Suo padre, avendo attualmente la titolarità del proprio patrimonio e in particolare dei due appartamenti, ha in vita la totale disponibilità del medesimo e la libertà di poter decidere cosa farne. Può infatti tenere gli appartamenti per sè o può decidere di donarli, può affittarli o darli in comodato gratuito, come ha deciso per quello dato a sua sorella. Così anche per il denaro, per i titoli e per gli altri beni. Venendo alla situazione descritta, occorre chiarire che il comodato è un tipo di contratto che ha connaturata in sè la gratuità e che tale caratteristica lo esclude dal novero delle donazioni - liberalità, ancorchè indirette. La conseguenza sul piano giuridico è che l'arricchimento del beneficiario non è soggetto alle regole della donazione con particolare riferimento all'imputazione alla quota ereditaria e all'azione di riduzione. Altrettanto per le tasse e le spese di manutenzione che competono al proprietario dell'immobile e che suo padre ha volontariamente sostenuto. Quindi ciò che sua sorella avesse ricevuto in termini di risparmio di canone locatizio o di mancato pagamento di spese e di tasse non potrà in alcun modo essere oggetto di una pretesa che lei intendesse eventualmente avanzare, fermo rimanendo che tale pretesa non potrà in alcun modo essere fatta valere in questo momento ma solo ed eventualmente in sede ereditaria. In altre parole per la vicenda che ha sottoposto alla nostra attenzione, a Lei non compete nè in questo momento nè in futuro alcuna somma nè nei confronti di suo padre nè in quelli di sua sorella. Altro è o sarà se suo padre decidesse spontaneamente di contribuire alle spese e alle imposte per l'appartamento che dovesse donarle.

Desidero sapere se la mia compagna ed io possiamo effettuare un contratto di convivenza. Io sono separato legalmente e sto aspettando il divorzio. E' possibile stipulare un contratto di convivenza anche se lei non è italiana e non ha il permesso di soggiorno? Con questo patto lei può stare regolarmente in Italia?

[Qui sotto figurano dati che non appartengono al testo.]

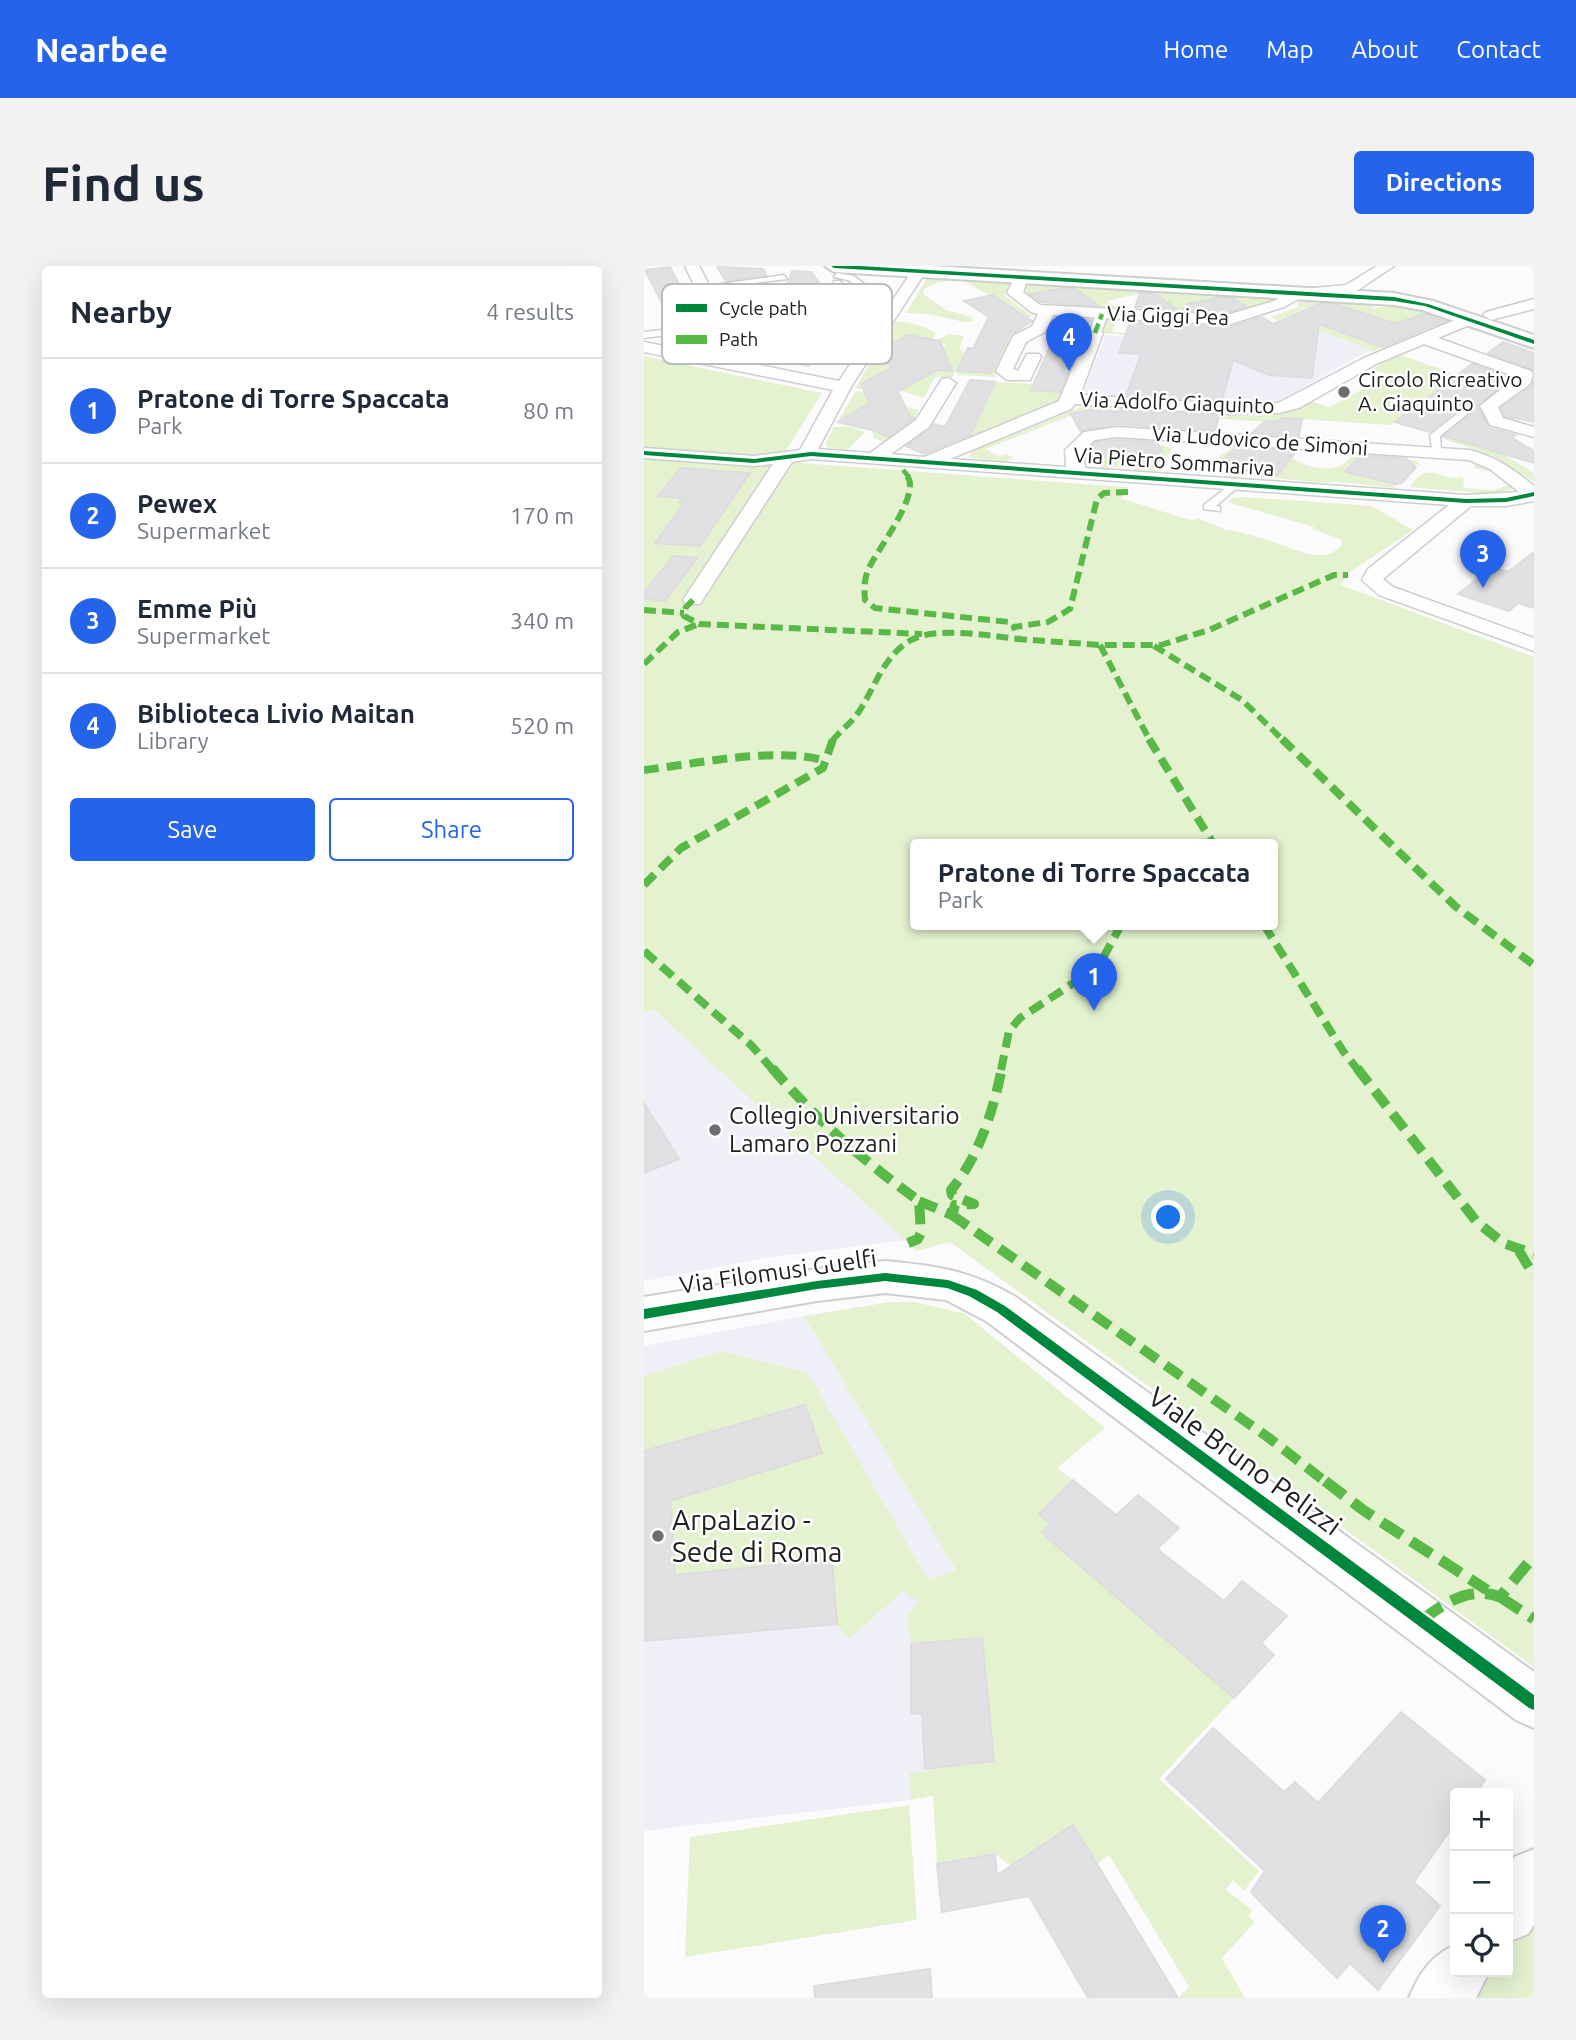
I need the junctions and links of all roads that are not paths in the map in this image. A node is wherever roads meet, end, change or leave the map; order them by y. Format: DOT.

La risposta pone una distinzione tra l'ipotesi in cui la sua convivente sia o meno cittadina dell'Unione Europea (non ravvisandosi all'interno della Ue alcuna distinzione tra cittadini italiani e non italiani). Nel primo caso infatti non si pone alcun problema. Diversamente occorre ragionare nel caso in cui la sua compagna sia extracomunitaria. In questo caso infatti, per stipulare validamente qualsiasi tipo di contratto occorre che la sua compagna sia in regola con il permesso di soggiorno (e normativa di riferimento). Nel caso, poi, che non abbia il permesso di soggiorno occorrerà verificare la condizione di reciprocità ovvero sarà ammessa a stipulare tutti e solo quei contratti che il cittadino italiano è autorizzato a stipulare nel paese di cittadinanza della sua compagna. Nel caso in oggetto, pertanto, occorrerò verificare se il cittadino italiano possa stipulare nella nazione di provenienza della sua compagna un atto nella sostanza, simile al contratto di convivenza che voi intendete stipulare in Italia. Nessuna legge italiana riconosce al convivente "more uxorio" straniero un automatico diritto di soggiornare in Italia, quindi anche l'eventuale stipula del contratto di convivenza non sarebbe idonea a legittimare la permanenza della sua compagna in Italia in mancanza di altri requisiti previsti dalla legge.